● ASSIGNMENT
Keep only the lines from the top of the listing through the one with "Please list the", and reproduce them unaltered.

● DATA PROVIDED

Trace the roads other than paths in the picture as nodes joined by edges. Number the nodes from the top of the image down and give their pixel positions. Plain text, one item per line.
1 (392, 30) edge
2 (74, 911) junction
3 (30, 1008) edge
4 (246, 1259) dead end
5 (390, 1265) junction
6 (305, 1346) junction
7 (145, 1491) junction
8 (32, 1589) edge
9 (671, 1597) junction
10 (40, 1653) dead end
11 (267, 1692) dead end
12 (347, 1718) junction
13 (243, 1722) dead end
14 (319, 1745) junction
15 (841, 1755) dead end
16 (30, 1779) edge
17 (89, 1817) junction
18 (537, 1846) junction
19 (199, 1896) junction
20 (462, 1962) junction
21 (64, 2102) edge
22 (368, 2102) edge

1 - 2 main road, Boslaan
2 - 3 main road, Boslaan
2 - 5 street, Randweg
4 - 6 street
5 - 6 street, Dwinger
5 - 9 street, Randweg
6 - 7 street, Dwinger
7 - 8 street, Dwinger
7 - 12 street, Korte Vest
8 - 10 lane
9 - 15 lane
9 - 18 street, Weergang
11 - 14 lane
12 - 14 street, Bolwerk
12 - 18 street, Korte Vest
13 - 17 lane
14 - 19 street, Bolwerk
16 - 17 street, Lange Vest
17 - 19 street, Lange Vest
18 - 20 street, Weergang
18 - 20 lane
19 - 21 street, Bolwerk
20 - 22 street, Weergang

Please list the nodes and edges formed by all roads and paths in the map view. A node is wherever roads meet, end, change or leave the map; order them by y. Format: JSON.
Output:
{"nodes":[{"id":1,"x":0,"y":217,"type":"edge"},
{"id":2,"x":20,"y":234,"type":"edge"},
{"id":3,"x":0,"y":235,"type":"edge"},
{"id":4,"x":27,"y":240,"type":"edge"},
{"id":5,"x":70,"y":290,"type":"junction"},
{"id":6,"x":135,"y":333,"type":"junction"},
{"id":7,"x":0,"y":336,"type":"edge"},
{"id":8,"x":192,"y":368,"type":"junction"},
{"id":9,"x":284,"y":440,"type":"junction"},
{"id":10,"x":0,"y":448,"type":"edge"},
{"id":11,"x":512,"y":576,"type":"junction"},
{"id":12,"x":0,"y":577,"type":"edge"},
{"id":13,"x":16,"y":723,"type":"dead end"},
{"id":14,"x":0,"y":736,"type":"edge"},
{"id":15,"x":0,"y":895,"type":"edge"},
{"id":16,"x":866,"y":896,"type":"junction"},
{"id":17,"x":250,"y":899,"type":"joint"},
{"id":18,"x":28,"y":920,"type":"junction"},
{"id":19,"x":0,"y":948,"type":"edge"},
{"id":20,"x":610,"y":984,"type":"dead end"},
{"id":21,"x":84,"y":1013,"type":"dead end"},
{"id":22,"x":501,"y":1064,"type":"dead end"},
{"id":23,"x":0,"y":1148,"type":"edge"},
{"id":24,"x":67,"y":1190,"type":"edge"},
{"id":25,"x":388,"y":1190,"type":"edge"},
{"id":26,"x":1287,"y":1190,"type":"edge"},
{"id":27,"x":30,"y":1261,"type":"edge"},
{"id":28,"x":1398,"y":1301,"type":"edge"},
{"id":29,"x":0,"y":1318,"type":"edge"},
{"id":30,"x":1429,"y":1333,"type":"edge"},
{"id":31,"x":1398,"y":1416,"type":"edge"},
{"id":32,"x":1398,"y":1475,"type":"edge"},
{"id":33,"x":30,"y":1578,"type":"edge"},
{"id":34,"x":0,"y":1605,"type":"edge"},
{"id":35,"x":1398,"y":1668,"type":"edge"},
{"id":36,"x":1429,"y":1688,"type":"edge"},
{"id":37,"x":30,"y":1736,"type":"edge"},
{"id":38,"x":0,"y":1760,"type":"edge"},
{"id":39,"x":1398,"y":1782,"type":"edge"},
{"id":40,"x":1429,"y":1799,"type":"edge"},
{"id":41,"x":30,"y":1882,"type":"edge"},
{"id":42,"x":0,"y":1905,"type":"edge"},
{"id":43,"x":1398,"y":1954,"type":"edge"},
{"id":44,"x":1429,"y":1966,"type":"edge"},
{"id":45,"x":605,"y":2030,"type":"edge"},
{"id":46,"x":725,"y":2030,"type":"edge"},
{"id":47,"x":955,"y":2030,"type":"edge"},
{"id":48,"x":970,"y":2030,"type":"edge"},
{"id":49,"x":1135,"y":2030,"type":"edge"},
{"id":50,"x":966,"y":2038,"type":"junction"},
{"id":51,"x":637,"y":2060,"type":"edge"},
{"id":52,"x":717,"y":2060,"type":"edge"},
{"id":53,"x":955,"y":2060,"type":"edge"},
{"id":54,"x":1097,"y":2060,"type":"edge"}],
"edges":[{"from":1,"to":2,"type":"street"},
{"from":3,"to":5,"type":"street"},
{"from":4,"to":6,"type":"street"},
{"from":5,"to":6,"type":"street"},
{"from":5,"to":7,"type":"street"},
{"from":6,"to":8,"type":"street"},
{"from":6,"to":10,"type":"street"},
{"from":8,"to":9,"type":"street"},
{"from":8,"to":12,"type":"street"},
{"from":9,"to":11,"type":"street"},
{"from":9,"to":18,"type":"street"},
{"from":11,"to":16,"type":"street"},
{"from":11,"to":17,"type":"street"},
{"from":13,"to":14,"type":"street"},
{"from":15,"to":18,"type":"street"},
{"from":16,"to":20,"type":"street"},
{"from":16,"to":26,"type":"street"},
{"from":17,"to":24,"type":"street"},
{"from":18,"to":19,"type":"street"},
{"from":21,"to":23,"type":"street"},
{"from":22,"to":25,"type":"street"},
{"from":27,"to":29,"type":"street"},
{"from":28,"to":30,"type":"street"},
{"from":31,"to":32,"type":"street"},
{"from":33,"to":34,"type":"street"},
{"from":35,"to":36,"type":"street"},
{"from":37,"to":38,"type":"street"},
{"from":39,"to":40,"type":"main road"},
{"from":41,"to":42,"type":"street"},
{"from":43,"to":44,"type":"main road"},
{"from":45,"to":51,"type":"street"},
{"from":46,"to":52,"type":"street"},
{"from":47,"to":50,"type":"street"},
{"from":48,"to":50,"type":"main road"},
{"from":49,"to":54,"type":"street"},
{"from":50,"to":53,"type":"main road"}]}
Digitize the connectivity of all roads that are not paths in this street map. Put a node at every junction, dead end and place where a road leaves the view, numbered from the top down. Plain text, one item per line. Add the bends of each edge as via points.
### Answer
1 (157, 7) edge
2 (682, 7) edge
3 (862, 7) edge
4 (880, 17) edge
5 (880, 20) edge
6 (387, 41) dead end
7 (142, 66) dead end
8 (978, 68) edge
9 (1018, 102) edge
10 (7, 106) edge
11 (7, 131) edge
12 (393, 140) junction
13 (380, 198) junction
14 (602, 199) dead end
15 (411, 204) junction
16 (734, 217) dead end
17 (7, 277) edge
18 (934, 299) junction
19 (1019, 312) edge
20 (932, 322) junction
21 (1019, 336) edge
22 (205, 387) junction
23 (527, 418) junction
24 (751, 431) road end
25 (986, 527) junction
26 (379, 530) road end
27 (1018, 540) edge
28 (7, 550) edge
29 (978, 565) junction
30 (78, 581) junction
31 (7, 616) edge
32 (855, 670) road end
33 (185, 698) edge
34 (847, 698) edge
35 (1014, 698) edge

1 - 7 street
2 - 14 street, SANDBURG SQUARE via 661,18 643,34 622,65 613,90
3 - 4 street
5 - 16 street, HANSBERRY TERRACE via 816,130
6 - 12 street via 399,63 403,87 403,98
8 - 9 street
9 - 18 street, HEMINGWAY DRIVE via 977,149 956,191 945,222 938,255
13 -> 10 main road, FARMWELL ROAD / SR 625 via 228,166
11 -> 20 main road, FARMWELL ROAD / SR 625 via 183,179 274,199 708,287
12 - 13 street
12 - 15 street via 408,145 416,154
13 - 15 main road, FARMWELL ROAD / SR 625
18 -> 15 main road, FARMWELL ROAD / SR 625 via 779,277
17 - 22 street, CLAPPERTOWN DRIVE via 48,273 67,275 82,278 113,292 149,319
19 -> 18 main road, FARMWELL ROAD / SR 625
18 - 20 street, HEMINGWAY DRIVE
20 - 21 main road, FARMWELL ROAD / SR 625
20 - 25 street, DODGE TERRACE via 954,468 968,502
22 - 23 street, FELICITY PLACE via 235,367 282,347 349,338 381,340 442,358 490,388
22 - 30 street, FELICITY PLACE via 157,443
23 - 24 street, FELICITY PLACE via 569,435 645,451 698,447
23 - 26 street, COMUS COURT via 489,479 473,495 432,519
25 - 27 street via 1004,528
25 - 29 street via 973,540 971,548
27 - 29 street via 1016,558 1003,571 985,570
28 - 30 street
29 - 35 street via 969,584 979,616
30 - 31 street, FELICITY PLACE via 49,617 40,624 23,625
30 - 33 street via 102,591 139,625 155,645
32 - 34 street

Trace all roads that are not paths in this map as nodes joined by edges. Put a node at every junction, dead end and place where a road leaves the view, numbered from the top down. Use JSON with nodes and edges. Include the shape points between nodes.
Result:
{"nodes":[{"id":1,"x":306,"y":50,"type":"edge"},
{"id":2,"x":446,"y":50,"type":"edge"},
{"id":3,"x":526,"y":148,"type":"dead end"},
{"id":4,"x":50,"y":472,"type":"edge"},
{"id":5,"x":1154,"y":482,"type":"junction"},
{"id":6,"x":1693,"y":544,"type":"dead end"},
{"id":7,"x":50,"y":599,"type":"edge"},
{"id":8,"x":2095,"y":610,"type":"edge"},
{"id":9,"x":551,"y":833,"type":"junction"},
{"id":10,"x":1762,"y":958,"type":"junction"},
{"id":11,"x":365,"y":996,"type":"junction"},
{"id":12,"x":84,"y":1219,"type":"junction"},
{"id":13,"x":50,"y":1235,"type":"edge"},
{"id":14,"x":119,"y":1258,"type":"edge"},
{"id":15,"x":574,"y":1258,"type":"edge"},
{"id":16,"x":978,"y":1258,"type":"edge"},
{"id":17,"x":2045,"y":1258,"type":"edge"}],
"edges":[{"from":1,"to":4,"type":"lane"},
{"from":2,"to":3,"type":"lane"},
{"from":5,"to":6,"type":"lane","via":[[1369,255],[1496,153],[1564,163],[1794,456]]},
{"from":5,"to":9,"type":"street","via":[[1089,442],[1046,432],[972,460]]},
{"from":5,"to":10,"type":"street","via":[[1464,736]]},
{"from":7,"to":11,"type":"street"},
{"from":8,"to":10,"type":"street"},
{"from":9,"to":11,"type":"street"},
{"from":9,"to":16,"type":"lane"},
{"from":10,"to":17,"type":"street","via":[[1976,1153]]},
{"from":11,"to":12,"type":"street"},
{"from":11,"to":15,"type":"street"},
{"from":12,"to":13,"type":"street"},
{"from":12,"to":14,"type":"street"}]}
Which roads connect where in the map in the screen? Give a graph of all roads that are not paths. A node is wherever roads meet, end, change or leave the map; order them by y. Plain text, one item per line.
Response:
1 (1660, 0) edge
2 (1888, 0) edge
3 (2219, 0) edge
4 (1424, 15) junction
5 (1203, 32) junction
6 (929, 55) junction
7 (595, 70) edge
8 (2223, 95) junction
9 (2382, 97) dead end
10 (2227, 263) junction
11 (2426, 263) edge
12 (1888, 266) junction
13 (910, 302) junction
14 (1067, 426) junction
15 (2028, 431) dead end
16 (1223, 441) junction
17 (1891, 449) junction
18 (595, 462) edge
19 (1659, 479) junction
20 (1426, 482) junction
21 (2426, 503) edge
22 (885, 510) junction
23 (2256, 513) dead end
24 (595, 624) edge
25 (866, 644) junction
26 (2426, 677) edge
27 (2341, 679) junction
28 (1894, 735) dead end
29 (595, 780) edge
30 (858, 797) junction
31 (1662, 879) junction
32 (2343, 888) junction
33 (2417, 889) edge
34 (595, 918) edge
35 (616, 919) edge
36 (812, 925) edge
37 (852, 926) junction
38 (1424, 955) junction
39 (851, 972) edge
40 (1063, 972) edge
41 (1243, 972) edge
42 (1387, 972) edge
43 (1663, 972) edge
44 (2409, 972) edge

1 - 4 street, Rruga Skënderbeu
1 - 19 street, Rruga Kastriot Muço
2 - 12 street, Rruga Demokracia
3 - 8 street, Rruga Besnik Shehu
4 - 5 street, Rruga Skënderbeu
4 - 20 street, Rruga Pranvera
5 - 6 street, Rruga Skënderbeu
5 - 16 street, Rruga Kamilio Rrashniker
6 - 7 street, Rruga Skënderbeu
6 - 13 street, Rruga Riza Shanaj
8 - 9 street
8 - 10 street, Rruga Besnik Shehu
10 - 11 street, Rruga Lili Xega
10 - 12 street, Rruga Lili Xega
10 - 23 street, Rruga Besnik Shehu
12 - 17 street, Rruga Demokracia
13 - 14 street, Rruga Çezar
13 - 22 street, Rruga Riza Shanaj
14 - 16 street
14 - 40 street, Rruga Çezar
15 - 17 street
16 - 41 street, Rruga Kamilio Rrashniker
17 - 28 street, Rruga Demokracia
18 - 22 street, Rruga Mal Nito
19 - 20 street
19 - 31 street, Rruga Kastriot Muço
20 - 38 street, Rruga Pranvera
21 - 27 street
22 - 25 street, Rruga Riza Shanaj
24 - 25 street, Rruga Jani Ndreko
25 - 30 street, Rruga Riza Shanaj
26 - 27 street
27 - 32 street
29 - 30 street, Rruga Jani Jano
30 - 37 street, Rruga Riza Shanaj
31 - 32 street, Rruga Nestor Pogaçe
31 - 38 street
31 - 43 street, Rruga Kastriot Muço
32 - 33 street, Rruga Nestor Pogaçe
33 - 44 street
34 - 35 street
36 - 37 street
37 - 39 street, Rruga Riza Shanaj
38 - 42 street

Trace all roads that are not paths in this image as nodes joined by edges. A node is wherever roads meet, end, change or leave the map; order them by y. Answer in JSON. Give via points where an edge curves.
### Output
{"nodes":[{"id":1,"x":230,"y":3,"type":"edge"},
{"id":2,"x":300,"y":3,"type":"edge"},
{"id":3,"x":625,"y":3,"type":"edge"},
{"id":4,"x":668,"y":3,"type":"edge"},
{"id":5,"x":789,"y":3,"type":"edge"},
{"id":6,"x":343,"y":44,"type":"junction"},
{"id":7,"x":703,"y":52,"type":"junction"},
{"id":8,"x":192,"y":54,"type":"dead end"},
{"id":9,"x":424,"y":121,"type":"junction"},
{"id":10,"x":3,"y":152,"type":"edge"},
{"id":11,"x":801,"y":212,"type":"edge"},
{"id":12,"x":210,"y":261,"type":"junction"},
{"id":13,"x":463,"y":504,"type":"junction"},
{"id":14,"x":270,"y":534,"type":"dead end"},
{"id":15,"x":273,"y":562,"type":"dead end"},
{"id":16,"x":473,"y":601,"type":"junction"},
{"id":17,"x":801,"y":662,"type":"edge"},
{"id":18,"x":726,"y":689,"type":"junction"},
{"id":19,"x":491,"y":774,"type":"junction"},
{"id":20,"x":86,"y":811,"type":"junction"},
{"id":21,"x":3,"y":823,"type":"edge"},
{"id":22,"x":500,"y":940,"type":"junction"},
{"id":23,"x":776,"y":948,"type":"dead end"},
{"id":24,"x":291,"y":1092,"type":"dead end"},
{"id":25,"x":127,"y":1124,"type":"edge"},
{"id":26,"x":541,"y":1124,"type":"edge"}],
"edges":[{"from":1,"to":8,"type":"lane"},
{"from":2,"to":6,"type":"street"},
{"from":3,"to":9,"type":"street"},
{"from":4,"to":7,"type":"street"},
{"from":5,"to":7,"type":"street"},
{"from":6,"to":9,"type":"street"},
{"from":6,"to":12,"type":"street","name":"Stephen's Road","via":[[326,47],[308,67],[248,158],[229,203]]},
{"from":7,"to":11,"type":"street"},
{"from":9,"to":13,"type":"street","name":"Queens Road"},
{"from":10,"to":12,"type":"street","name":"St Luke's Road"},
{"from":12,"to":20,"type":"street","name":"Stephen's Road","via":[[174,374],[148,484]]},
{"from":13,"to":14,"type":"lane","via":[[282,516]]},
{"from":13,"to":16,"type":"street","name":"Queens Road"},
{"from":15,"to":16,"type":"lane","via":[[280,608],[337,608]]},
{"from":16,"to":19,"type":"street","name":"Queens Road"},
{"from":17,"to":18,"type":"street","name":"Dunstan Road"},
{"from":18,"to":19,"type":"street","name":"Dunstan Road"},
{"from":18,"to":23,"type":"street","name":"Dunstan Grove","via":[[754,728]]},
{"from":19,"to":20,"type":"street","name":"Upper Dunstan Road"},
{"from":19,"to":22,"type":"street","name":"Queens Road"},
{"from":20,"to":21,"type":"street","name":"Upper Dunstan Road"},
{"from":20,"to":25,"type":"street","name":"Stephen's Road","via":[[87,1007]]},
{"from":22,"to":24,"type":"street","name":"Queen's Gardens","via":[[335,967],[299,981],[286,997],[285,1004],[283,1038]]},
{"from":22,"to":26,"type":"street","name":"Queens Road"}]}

● YOUR RESPONSE
Trace the roads other than paths in the picture as nodes joined by edges. Number the nodes from the top of the image down and give their pixel positions. Plain text, one item per line.
1 (392, 30) edge
2 (74, 911) junction
3 (30, 1008) edge
4 (246, 1259) dead end
5 (390, 1265) junction
6 (305, 1346) junction
7 (145, 1491) junction
8 (32, 1589) edge
9 (671, 1597) junction
10 (40, 1653) dead end
11 (267, 1692) dead end
12 (347, 1718) junction
13 (243, 1722) dead end
14 (319, 1745) junction
15 (841, 1755) dead end
16 (30, 1779) edge
17 (89, 1817) junction
18 (537, 1846) junction
19 (199, 1896) junction
20 (462, 1962) junction
21 (64, 2102) edge
22 (368, 2102) edge

1 - 2 main road, Boslaan
2 - 3 main road, Boslaan
2 - 5 street, Randweg
4 - 6 street
5 - 6 street, Dwinger
5 - 9 street, Randweg
6 - 7 street, Dwinger
7 - 8 street, Dwinger
7 - 12 street, Korte Vest
8 - 10 lane
9 - 15 lane
9 - 18 street, Weergang
11 - 14 lane
12 - 14 street, Bolwerk
12 - 18 street, Korte Vest
13 - 17 lane
14 - 19 street, Bolwerk
16 - 17 street, Lange Vest
17 - 19 street, Lange Vest
18 - 20 street, Weergang
18 - 20 lane
19 - 21 street, Bolwerk
20 - 22 street, Weergang

Please list the nodes and edges formed by all roads and paths in the map view. A node is wherever roads meet, end, change or leave the map; order them by y. Format: JSON.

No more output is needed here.